- [What to do]:
In the data, find the word "Vista" and copy out every line that has it.
┌─ Data
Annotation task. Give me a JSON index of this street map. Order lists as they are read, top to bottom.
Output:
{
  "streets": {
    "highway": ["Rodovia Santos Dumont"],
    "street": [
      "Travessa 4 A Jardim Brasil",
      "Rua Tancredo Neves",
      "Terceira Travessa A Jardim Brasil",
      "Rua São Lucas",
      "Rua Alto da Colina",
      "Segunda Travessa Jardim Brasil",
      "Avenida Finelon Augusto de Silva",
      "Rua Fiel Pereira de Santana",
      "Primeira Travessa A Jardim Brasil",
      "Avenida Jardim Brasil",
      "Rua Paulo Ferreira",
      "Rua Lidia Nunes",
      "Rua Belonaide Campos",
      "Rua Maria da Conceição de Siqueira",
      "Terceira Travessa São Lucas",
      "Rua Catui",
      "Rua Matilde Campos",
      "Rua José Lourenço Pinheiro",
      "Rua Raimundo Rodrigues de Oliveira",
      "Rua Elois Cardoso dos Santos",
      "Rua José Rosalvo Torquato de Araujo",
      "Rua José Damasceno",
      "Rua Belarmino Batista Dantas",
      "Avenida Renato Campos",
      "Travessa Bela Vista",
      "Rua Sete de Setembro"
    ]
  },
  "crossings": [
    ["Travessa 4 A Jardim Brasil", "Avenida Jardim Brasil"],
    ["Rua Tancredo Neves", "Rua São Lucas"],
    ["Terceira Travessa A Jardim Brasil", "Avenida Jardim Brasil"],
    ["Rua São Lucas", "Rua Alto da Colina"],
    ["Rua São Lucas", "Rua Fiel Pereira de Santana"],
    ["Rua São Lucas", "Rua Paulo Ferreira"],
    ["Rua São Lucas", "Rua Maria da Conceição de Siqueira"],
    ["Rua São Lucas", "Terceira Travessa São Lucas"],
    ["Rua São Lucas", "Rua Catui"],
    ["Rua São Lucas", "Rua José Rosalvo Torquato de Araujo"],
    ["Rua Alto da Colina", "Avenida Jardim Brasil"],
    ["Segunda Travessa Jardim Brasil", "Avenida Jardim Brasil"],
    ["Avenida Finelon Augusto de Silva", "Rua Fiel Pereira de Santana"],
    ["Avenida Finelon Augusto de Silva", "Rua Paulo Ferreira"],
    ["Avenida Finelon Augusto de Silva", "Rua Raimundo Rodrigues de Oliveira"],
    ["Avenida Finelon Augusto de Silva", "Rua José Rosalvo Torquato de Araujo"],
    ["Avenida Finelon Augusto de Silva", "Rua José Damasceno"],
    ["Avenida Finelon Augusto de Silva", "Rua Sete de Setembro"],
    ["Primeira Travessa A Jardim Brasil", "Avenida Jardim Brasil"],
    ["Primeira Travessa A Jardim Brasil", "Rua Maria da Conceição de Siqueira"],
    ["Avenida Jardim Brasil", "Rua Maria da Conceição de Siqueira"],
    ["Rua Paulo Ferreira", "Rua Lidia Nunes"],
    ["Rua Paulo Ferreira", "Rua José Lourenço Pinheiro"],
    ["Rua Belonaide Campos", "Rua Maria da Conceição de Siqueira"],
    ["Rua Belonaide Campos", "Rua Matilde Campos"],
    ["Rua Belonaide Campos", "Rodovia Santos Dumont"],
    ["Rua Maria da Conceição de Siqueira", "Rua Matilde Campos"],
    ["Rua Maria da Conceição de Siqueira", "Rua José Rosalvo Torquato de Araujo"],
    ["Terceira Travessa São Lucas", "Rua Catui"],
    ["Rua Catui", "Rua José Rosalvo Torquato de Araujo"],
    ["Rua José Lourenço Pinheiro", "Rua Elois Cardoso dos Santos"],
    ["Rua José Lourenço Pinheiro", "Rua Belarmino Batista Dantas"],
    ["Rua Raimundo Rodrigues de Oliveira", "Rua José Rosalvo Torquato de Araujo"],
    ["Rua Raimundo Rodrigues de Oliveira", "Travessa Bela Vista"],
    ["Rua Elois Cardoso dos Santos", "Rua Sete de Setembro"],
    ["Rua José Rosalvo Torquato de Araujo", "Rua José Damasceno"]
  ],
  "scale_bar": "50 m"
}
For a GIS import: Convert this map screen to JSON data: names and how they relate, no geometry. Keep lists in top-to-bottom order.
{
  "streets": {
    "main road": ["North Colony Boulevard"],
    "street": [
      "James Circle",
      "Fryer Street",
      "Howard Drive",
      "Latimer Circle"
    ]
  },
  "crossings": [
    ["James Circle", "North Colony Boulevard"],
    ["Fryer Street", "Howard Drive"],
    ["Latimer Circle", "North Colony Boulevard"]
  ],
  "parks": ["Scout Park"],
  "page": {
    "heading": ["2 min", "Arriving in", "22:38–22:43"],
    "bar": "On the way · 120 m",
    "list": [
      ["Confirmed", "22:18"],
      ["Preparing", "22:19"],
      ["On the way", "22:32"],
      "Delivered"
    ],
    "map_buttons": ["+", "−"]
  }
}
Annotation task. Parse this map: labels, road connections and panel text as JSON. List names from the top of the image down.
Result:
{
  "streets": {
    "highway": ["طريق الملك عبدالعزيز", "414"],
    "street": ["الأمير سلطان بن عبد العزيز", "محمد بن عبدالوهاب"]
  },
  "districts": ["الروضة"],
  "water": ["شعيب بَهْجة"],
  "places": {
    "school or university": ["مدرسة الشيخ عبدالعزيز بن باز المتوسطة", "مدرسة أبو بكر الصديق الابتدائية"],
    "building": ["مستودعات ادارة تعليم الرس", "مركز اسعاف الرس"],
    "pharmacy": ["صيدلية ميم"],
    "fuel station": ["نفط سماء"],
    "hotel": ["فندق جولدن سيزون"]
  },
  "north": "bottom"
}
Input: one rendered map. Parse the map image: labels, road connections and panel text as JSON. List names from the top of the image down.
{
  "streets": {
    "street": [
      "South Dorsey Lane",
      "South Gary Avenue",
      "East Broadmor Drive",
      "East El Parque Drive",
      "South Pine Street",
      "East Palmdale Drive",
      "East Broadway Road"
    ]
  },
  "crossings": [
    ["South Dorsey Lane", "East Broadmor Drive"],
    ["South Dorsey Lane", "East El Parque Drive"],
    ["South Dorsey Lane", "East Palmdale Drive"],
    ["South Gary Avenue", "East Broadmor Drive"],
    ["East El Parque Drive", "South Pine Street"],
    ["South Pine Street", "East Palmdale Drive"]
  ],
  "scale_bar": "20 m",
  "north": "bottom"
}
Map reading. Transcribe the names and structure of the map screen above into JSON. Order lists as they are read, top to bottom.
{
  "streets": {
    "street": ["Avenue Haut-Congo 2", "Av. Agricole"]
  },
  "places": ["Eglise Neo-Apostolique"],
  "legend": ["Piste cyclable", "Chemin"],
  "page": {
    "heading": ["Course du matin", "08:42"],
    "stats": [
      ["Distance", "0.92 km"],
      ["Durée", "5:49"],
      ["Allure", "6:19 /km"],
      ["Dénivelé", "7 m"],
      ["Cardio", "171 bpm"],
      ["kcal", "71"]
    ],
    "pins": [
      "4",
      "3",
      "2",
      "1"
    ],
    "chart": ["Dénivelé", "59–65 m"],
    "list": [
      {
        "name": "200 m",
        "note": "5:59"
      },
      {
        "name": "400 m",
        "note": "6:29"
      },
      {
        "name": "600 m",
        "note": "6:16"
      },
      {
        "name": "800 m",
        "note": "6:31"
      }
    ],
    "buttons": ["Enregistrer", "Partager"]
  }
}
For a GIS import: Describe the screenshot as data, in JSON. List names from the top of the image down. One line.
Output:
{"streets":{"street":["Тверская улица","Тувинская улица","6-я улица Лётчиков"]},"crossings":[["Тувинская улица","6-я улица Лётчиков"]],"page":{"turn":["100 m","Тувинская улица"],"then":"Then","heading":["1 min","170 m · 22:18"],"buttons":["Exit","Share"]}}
└─
- [Exercise result]:
      "Travessa Bela Vista",
    ["Rua Raimundo Rodrigues de Oliveira", "Travessa Bela Vista"],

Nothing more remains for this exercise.